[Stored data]
################
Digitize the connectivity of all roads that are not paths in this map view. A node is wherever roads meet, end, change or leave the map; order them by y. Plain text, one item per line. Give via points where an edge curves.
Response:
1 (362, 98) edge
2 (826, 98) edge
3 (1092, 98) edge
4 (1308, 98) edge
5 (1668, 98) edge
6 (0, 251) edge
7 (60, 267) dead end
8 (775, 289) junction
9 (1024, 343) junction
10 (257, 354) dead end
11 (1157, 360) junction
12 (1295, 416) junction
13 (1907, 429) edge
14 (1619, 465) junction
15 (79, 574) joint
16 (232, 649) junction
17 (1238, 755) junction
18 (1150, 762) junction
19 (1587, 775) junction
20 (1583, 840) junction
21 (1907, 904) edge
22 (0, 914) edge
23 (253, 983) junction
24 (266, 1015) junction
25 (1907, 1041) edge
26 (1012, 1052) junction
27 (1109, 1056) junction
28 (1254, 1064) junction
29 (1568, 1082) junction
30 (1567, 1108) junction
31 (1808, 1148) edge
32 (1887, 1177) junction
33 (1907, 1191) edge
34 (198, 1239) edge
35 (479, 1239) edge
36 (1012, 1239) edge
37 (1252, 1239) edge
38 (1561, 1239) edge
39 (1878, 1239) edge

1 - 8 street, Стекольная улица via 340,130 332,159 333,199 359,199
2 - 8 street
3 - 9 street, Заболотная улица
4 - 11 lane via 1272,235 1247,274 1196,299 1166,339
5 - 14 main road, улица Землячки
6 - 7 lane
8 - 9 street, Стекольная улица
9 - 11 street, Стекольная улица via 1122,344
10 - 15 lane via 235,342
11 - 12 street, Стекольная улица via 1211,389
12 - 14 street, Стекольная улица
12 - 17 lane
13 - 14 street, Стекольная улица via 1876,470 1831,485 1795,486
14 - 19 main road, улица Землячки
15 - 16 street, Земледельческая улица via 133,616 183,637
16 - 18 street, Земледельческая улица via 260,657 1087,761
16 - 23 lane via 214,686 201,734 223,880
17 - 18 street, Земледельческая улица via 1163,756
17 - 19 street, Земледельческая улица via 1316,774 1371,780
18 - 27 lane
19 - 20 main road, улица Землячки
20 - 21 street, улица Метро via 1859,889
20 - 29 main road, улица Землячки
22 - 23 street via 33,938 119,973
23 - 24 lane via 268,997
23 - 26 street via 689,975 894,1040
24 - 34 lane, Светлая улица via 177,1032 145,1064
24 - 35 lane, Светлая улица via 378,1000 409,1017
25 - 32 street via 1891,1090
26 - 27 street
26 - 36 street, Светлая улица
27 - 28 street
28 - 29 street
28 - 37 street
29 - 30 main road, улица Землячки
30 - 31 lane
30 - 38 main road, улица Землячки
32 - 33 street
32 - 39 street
################
## Exercise description
The entries are to be transcribed exactly, each line in full.

## Result of this task
Digitize the connectivity of all roads that are not paths in this map view. A node is wherever roads meet, end, change or leave the map; order them by y. Plain text, one item per line. Give via points where an edge curves.
Response:
1 (362, 98) edge
2 (826, 98) edge
3 (1092, 98) edge
4 (1308, 98) edge
5 (1668, 98) edge
6 (0, 251) edge
7 (60, 267) dead end
8 (775, 289) junction
9 (1024, 343) junction
10 (257, 354) dead end
11 (1157, 360) junction
12 (1295, 416) junction
13 (1907, 429) edge
14 (1619, 465) junction
15 (79, 574) joint
16 (232, 649) junction
17 (1238, 755) junction
18 (1150, 762) junction
19 (1587, 775) junction
20 (1583, 840) junction
21 (1907, 904) edge
22 (0, 914) edge
23 (253, 983) junction
24 (266, 1015) junction
25 (1907, 1041) edge
26 (1012, 1052) junction
27 (1109, 1056) junction
28 (1254, 1064) junction
29 (1568, 1082) junction
30 (1567, 1108) junction
31 (1808, 1148) edge
32 (1887, 1177) junction
33 (1907, 1191) edge
34 (198, 1239) edge
35 (479, 1239) edge
36 (1012, 1239) edge
37 (1252, 1239) edge
38 (1561, 1239) edge
39 (1878, 1239) edge

1 - 8 street, Стекольная улица via 340,130 332,159 333,199 359,199
2 - 8 street
3 - 9 street, Заболотная улица
4 - 11 lane via 1272,235 1247,274 1196,299 1166,339
5 - 14 main road, улица Землячки
6 - 7 lane
8 - 9 street, Стекольная улица
9 - 11 street, Стекольная улица via 1122,344
10 - 15 lane via 235,342
11 - 12 street, Стекольная улица via 1211,389
12 - 14 street, Стекольная улица
12 - 17 lane
13 - 14 street, Стекольная улица via 1876,470 1831,485 1795,486
14 - 19 main road, улица Землячки
15 - 16 street, Земледельческая улица via 133,616 183,637
16 - 18 street, Земледельческая улица via 260,657 1087,761
16 - 23 lane via 214,686 201,734 223,880
17 - 18 street, Земледельческая улица via 1163,756
17 - 19 street, Земледельческая улица via 1316,774 1371,780
18 - 27 lane
19 - 20 main road, улица Землячки
20 - 21 street, улица Метро via 1859,889
20 - 29 main road, улица Землячки
22 - 23 street via 33,938 119,973
23 - 24 lane via 268,997
23 - 26 street via 689,975 894,1040
24 - 34 lane, Светлая улица via 177,1032 145,1064
24 - 35 lane, Светлая улица via 378,1000 409,1017
25 - 32 street via 1891,1090
26 - 27 street
26 - 36 street, Светлая улица
27 - 28 street
28 - 29 street
28 - 37 street
29 - 30 main road, улица Землячки
30 - 31 lane
30 - 38 main road, улица Землячки
32 - 33 street
32 - 39 street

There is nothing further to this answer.